Add a pre_ hook to term_exists() to allow pre-query optimization
|Reported by:||dllh||Owned by:|
In benchmarking imports, I noticed that term_exists() is a very expensive operation. In a command line import of a WXR with 100 posts, 500 comments, 5 tags, 5 categories (and 5 tags and 5 cats associated with each post), term_exists() accounted for about 17% of the run-time (using qcachegrind for metrics). It's doing queries every time it runs, and sometimes more than one query.
In day-to-day usage, this probably isn't so awfully expensive that people are noticing and griping about it, but in potentially long-running processes like imports and bulk edits, it can be very significant.
The issue could be mitigated with a pre_ filter that can be used by plugins to, for example, fetch stored term data from a cache.

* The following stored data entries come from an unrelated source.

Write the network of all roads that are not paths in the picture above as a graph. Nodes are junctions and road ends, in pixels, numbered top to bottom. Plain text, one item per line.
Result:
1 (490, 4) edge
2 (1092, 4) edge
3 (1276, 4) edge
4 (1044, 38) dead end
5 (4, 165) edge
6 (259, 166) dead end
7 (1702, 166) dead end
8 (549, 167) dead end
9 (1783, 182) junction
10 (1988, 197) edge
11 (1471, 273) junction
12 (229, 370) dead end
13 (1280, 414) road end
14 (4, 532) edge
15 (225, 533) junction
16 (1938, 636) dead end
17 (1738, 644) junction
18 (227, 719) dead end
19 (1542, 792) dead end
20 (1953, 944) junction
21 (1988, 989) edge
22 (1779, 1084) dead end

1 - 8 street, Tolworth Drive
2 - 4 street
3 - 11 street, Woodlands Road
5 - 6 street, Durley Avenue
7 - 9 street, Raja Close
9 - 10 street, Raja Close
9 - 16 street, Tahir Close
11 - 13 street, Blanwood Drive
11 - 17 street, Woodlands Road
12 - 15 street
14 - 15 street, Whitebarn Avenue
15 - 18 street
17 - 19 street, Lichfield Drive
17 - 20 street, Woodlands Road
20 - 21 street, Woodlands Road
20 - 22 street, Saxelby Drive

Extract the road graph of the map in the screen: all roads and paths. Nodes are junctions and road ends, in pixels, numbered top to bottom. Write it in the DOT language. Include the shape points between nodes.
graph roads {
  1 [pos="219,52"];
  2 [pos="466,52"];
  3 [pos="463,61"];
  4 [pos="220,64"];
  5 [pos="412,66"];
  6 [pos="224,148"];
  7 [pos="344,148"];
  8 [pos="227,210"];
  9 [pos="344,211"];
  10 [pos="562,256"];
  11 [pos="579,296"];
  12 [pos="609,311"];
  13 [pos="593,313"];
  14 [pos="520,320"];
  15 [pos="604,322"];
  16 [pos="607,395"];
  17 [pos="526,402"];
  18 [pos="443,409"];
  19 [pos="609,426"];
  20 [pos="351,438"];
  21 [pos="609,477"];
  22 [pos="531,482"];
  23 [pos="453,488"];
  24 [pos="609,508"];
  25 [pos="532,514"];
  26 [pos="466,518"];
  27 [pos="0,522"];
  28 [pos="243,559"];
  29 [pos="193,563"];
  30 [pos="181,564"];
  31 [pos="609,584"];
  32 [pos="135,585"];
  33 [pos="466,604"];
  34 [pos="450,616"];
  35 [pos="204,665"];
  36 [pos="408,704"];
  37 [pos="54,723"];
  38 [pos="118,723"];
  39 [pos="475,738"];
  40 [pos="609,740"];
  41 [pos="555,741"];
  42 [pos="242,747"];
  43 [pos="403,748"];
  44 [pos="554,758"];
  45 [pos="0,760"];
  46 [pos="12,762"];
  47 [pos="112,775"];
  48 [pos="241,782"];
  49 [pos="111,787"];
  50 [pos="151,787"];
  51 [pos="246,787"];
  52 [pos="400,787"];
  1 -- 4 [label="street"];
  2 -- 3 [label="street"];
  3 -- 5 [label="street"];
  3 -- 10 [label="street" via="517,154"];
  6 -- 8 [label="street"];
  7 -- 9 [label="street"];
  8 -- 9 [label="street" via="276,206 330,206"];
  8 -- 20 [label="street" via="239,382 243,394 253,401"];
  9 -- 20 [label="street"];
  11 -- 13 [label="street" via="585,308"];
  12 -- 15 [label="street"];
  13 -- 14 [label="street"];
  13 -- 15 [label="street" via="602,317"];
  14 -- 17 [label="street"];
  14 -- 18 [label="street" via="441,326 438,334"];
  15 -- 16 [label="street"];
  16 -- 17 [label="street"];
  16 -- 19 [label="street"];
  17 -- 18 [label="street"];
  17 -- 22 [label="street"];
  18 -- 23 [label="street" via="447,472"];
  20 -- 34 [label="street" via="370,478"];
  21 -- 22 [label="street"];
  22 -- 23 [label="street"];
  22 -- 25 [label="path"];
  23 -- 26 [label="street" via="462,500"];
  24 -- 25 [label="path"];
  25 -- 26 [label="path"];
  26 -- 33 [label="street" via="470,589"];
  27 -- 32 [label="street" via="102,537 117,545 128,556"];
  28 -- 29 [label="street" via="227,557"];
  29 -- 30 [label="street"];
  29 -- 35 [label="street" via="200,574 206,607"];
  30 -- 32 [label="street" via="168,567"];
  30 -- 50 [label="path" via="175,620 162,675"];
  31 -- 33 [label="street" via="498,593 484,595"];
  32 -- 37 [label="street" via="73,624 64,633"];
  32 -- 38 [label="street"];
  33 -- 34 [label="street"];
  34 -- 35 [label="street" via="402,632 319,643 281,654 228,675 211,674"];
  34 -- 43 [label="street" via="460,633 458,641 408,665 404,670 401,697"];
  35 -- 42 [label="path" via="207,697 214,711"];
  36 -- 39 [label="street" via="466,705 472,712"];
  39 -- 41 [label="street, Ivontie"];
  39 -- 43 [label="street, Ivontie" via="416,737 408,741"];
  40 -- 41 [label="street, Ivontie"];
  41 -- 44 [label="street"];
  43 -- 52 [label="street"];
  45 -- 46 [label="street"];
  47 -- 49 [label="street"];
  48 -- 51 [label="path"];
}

I tested this by applying a simple filter in term_exists() (patch forthcoming), adding the filter during import, and having it store/check term data in an array. This allowed term_exists() to just look up the term in the array vs. the database if we had already fetched it. With the filter and the array lookup added, the percentage of run time spent in term_exists() dropped to 0.10% and an import that consistently otherwise ran in about 2:50 ran consistently in about 2:20 (not really significant for a small import, but very significant as orders of magnitude climb).
I also did some benchmarking using wp-cli, to make sure that the fact that I was doing costly import stuff wasn't skewing the perceived benefit of the filter addition. To test, I did simple term deletion. Predictably, the results are less dramatic for simple, short operations than for long-running ones, but the performance increases I saw are not insignificant.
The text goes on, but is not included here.